Until today, the CAF 2006 is the most recent version of the CAF model. A new revision of the model is planned for 2012 and will be based on the results of a study conducted during the first half of 2011.

| Year | Event |  |
|---|---|---|
| 1998 | Agreement on the development of the CAF within the EUPAN network |  |
| 2000 | Launch of the CAF |  |
| 2001 | Creation of the European CAF Resource Centre at EIPA (European Institute of Public Administration) - Maastricht |  |
| 2002 | First revision of the model: Launch of the CAF 2002 |  |
| 2006 | Second revision of the model: Launch of the CAF 2006 |  |
| 2009 | Launch of the Procedure on External Feedback and the Effective CAF User label |  |
| 2010 | Launch of the CAF and Education version |  |

==Purpose==
The CAF has four main purposes:
1. To introduce public administrations to the principles of TQM and gradually guide them, through the use and understanding of self-assessment, from the current “Plan-Do” sequence of activities to a full-fledged “Plan-Do-Check-Act (PDCA)” cycle;
2. To facilitate the self-assessment of a public organisation in order to arrive at a diagnosis and improvement actions;
3. To act as a bridge across the various models used in quality management;
4. To facilitate bench learning between public-sector organisations.

==CAF model structure==
The Common Assessment Framework is based on eight principles, "the principles of excellence". These eight principles are:
1. Results orientation
2. Citizen/Customer focus
3. Leadership & constancy of purpose
4. Management of processes & facts
5. Involvement of people
6. Continuous improvement & innovation
7. Mutually beneficial partnerships
8. Corporate social responsibility

The CAF has nine criteria representing the main aspects requiring consideration in any organisational analysis.

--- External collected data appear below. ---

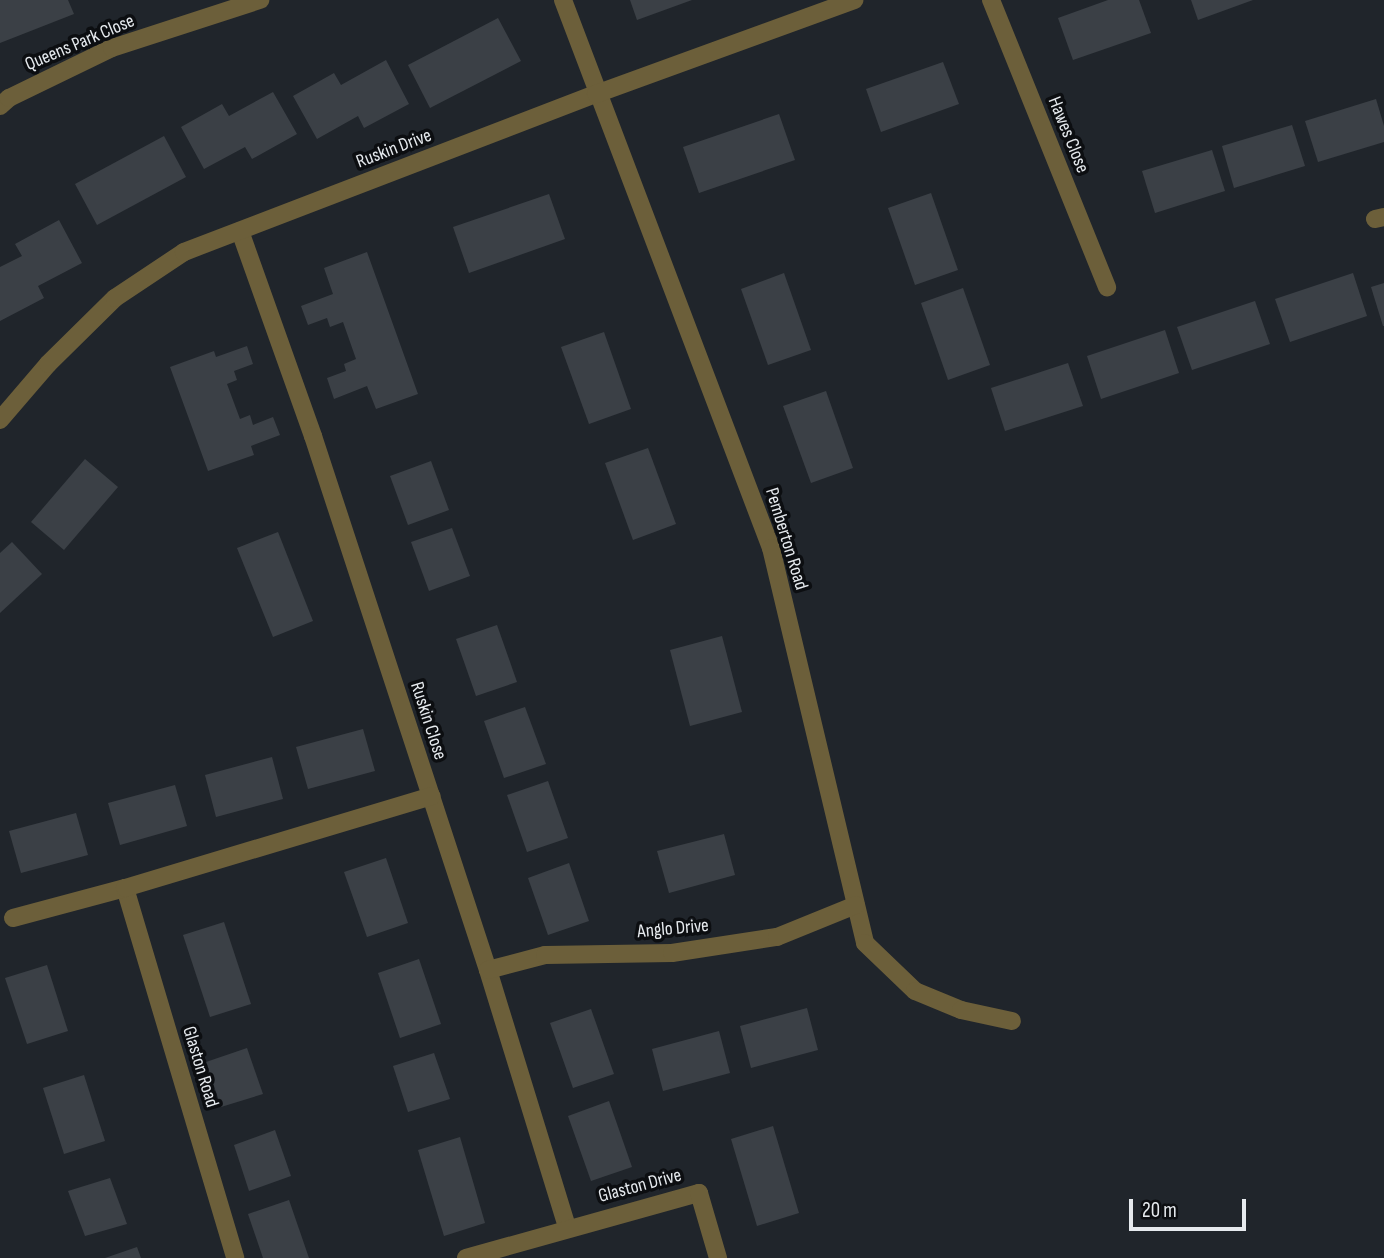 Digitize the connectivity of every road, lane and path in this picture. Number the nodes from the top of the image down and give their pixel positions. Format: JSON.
{"nodes":[{"id":1,"x":260,"y":0,"type":"edge"},
{"id":2,"x":563,"y":0,"type":"edge"},
{"id":3,"x":854,"y":0,"type":"edge"},
{"id":4,"x":991,"y":0,"type":"edge"},
{"id":5,"x":597,"y":94,"type":"junction"},
{"id":6,"x":0,"y":106,"type":"edge"},
{"id":7,"x":240,"y":231,"type":"junction"},
{"id":8,"x":1107,"y":287,"type":"dead end"},
{"id":9,"x":0,"y":419,"type":"edge"},
{"id":10,"x":430,"y":796,"type":"junction"},
{"id":11,"x":125,"y":888,"type":"junction"},
{"id":12,"x":856,"y":905,"type":"junction"},
{"id":13,"x":13,"y":918,"type":"dead end"},
{"id":14,"x":488,"y":970,"type":"junction"},
{"id":15,"x":1012,"y":1021,"type":"dead end"},
{"id":16,"x":567,"y":1227,"type":"junction"},
{"id":17,"x":235,"y":1258,"type":"edge"},
{"id":18,"x":466,"y":1258,"type":"edge"},
{"id":19,"x":718,"y":1258,"type":"edge"}],
"edges":[{"from":1,"to":6,"type":"street","name":"Queens Park Close"},
{"from":2,"to":5,"type":"street","name":"Pemberton Road"},
{"from":3,"to":5,"type":"street","name":"Ruskin Drive"},
{"from":4,"to":8,"type":"street","name":"Hawes Close"},
{"from":5,"to":7,"type":"street","name":"Ruskin Drive"},
{"from":5,"to":12,"type":"street","name":"Pemberton Road"},
{"from":7,"to":9,"type":"street","name":"Ruskin Drive"},
{"from":7,"to":10,"type":"street","name":"Ruskin Close"},
{"from":10,"to":11,"type":"street"},
{"from":10,"to":14,"type":"street","name":"Ruskin Close"},
{"from":11,"to":13,"type":"street"},
{"from":11,"to":17,"type":"street","name":"Glaston Road"},
{"from":12,"to":14,"type":"street","name":"Anglo Drive"},
{"from":12,"to":15,"type":"street","name":"Pemberton Road"},
{"from":14,"to":16,"type":"street","name":"Ruskin Close"},
{"from":16,"to":18,"type":"street"},
{"from":16,"to":19,"type":"street","name":"Glaston Drive"}]}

There are five enabler-criteria (Leadership, Strategy & Planning, People, Partnerships & Resources and Processes) and four result-criteria (Citizen/Customer Oriented Results, People Results, Society Results and Key Performance Results). The Enablers cover what an organisation does. The Results cover what an organisation achieves. By performing a self-assessment with the CAF, public sector organisations can find areas for improvement in the functioning of the organisation and in pursuing the desired results.

The CAF is especially designed for the public sector. As a matter of a fact, this focus is what distinguishes the CAF from the EFQM Excellence model.

Public management and quality in the public sector have a number of special unique conditions in comparison with the private sector. They presume basic preconditions, common to our European socio-political and administrative culture: legitimacy (democratic parliamentary), the rule of law and ethical behaviour based on common values and principles such as openness, accountability, participation, diversity, equity, social justice, solidarity, collaboration and partnerships.

The 9 criteria of the CAF model are further broken down in 28 sub-criteria. These sub-criteria identify the main issues that need to be considered when assessing a public sector organisation. Each sub-criterion is illustrated by a series of examples that explain its content.